¿Dónde habrán ido a parar las cosas de nuestra vida? ¿ Dónde estarán esas cosas mágicas que fueron y ya no son pero que permanecen aquí en la cabeza y, a veces, allí en el corazón, durmiendo el sueño de los justos para despertar por un momento, como en una neblina dulce, cuando menos nos lo esperamos? ¿En qué hoguera habrán ardido, quién se vio obligado a tomar la determinación de firmar su sentencia de muerte, o a adherir su acta de defunción a beneficio de algún inventario por derribo?

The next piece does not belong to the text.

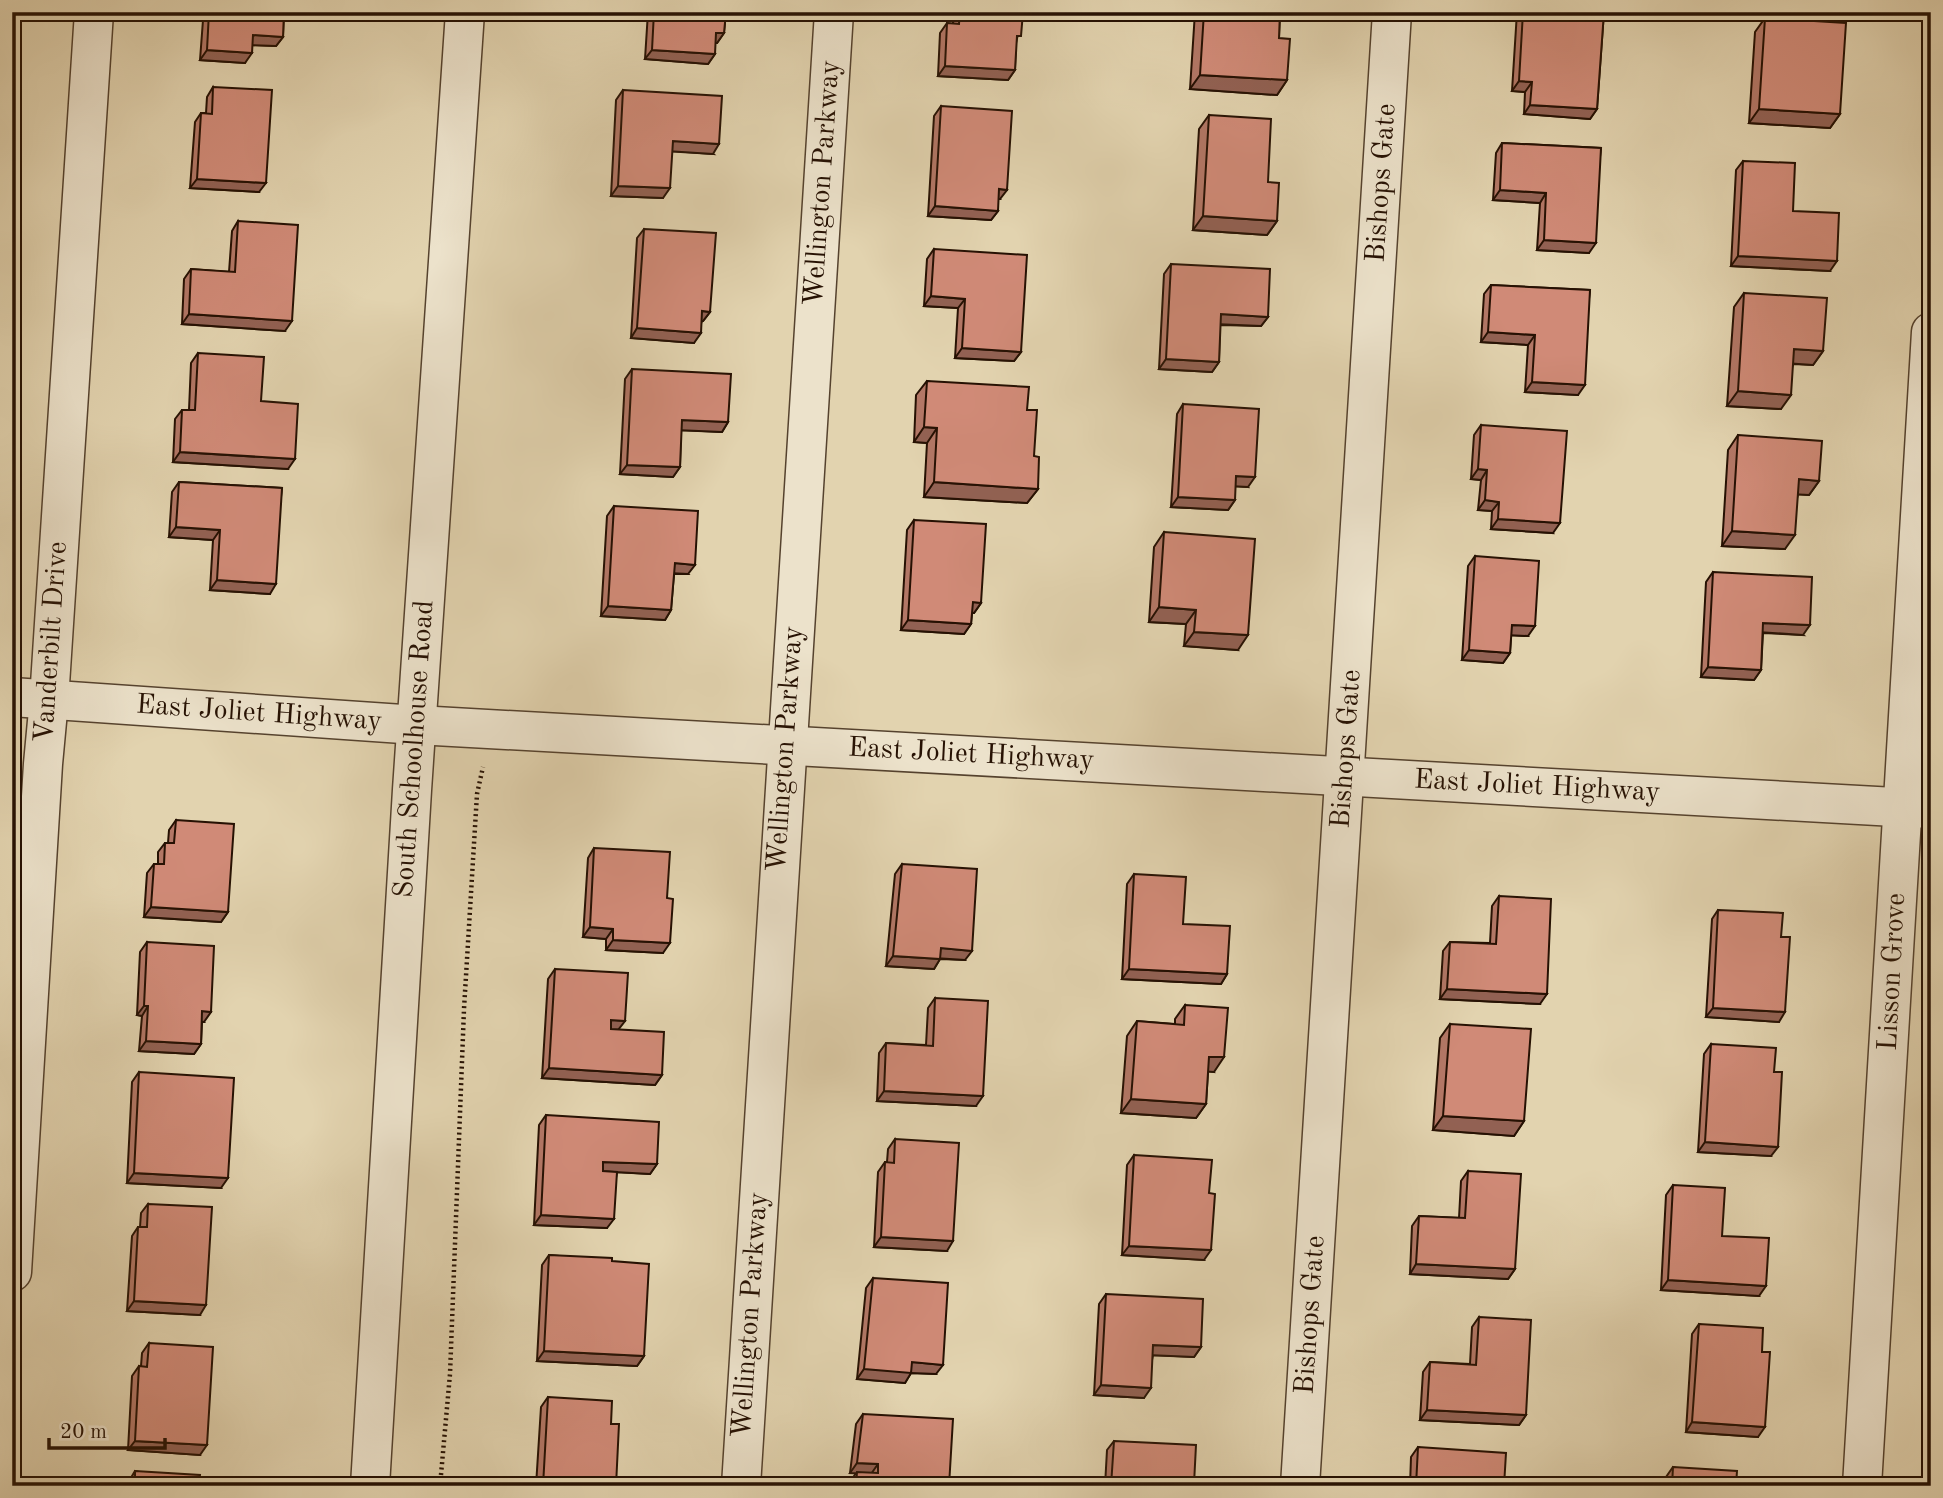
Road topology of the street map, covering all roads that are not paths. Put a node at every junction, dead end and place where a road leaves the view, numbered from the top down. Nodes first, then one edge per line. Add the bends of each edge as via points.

¿Con qué derecho alguien hizo retales de aquél pantalón campana tan vistoso que tanto le gustaba para salir los domingos, o a envolver arenques con aquél trozo de papel de estraza en el que usted escribió con tanto dolor aquellos versos primerizos y, digamos la verdad, algo horteras, la tarde en que su primera novia decidió irse con otro sin darle más explicaciones? ¿En qué carpeta dormirán las fotos de aquélla excursión veraniega a la peña villanueva o en qué caja de cartón roído se oxidan los candiles de la abuela, las estrébedes mugrientas o la cazuela de cobre en la que la Julia derretía las almendras garrapiñadas unos días antes de la fiesta de Regumiel?

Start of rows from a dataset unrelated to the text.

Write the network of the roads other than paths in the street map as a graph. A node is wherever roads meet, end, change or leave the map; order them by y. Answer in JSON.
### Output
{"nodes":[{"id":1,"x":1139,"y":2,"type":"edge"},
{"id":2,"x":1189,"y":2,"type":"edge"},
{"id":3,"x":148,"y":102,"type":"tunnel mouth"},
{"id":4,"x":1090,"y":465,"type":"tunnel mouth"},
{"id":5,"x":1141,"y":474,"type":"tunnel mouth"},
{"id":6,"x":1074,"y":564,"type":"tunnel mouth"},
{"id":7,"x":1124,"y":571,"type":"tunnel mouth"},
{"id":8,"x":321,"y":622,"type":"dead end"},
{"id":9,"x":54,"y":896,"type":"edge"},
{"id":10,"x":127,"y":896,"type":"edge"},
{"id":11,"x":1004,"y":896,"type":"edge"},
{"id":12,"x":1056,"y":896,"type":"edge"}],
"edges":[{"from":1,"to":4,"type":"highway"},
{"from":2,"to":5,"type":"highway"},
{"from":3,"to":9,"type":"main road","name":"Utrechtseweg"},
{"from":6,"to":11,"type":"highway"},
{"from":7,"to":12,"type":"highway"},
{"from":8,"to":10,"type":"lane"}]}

¿Usted sabe algo de eso? Dígalo, por Dios, y no permita que sigamos creyendo que todo fue un sueño y que si de verdad hubo algo de todo aqueéo ya se esfumó como por encanto y que nunca vamos a poder reunir todas ésas cosas para sentirlas cerca otra vez y para que nos devuelvan, si es que pueden, algo de aquélla paz que sentíamos y que tanta falta nos hace.